Doctors are also concerned about the conditions under which the companies store cord blood. Both Wagner and Kurtzberg say standards at private banks don’t match those of public banks, and that it’s difficult for parents to know if the blood is being properly stored and whether it will be viable if needed.
Another problem is that many patients needing cord blood are adults, who, because of their size, might need more blood than it’s possible to capture from an umbilical cord. Kurtzberg said she has had 12 occasions to use privately stored blood and that in about half the cases there wasn’t enough to transplant. That’s another reason she doesn’t believes marketers shouldn’t be touting the future uses of the blood.
Private banks not regulated by FDA
Doctors aren’t alone in their concerns. Engineer Robert Vago said he left Cyro-Cell International Inc in 2000 because of his concerns over the reliability of the company’s freezing procedure. “From my point of view the Food and Drug Administration should be regulating this industry,” he said.
Cyro-Cell declined comment.
Cord blood banks must register with the FDA and although there are plans for the agency to inspect the companies, there is no timetable for when that will happen. Some private banks have been accredited by the American Association of Blood Banks.
Grants agrees it is difficult for parents to distinguish between banks. “It really is caveat emptor.”
He suggests parents ask about companies’ track records and profitability. CorCell Inc. president and chief executive Marcia Laleman recommends asking about accreditation, storage facilities and transportation procedures.
Marla Dalton said her inability to distinguish between quality controls at the different banks played a role in her decision not to store her children’s’ cord blood.
Carolyn Kohn understands the benefits of privately storing cord blood in a way most mothers can’t. She stored her son Brady’s cord blood because her husband is adopted and thought it might come in handy one day. Kohn was right.

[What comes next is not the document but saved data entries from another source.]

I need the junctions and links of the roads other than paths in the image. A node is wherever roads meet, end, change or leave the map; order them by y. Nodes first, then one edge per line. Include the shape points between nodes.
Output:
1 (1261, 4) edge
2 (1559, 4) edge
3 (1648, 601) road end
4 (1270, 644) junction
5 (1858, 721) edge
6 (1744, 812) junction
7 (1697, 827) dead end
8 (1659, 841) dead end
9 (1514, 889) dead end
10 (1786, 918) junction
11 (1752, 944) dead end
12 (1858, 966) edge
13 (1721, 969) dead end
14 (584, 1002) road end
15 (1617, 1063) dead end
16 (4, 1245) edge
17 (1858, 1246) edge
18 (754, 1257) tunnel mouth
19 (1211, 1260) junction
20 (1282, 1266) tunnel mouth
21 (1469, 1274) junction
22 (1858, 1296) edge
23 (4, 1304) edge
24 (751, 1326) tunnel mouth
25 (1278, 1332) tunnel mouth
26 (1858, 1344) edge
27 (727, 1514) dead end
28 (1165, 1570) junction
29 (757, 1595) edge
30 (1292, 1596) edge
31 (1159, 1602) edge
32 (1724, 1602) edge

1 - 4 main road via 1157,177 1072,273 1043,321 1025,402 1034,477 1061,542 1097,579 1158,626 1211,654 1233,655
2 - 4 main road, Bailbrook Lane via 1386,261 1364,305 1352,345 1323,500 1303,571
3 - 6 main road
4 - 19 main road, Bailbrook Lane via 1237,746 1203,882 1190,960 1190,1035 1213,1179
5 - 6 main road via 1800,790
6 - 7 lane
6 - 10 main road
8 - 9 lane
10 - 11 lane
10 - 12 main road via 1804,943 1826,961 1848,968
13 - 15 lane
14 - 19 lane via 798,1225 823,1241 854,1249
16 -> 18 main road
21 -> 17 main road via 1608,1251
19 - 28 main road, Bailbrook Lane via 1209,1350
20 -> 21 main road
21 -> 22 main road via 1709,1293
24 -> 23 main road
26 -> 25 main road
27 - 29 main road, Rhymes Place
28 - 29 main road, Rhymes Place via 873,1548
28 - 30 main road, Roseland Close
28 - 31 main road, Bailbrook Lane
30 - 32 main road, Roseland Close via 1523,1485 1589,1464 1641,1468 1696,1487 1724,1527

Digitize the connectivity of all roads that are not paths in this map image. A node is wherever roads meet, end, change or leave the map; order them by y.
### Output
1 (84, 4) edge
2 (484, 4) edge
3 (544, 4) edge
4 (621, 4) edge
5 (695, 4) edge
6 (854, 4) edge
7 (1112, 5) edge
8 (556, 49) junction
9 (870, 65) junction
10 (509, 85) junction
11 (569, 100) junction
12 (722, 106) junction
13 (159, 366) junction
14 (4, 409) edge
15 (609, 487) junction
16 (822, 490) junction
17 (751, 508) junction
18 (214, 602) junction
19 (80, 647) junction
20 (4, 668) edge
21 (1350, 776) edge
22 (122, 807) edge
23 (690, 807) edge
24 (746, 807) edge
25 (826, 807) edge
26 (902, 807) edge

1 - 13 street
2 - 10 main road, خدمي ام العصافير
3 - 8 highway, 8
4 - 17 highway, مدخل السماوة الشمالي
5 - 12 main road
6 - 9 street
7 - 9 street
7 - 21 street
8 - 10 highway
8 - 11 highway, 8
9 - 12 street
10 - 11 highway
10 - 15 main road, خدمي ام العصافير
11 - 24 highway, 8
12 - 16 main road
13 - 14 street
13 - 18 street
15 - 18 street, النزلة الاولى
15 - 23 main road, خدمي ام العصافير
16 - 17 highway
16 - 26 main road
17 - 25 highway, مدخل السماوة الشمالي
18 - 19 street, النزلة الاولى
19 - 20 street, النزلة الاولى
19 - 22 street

Brady’s own stem cells were transplanted back into him after he was diagnosed with aplastic anemia when he was 2. The transplant worked although Brady died from an infection.
Kohn became an advocate for cord blood research and storage, both private and public. She started the Brady Kohn Foundation which educates people about bone marrow transplants and cord blood, raises money for research and even delivers cord blood to public banks when moms decided not to store privately.
She privately banked her second son’s cord blood.
“I think it a small price to pay,” said Kohn. Yet, she understand that some people may not be able to afford the expense.
But, Kohn said, “whatever you do, just don’t throw the cord blood away.”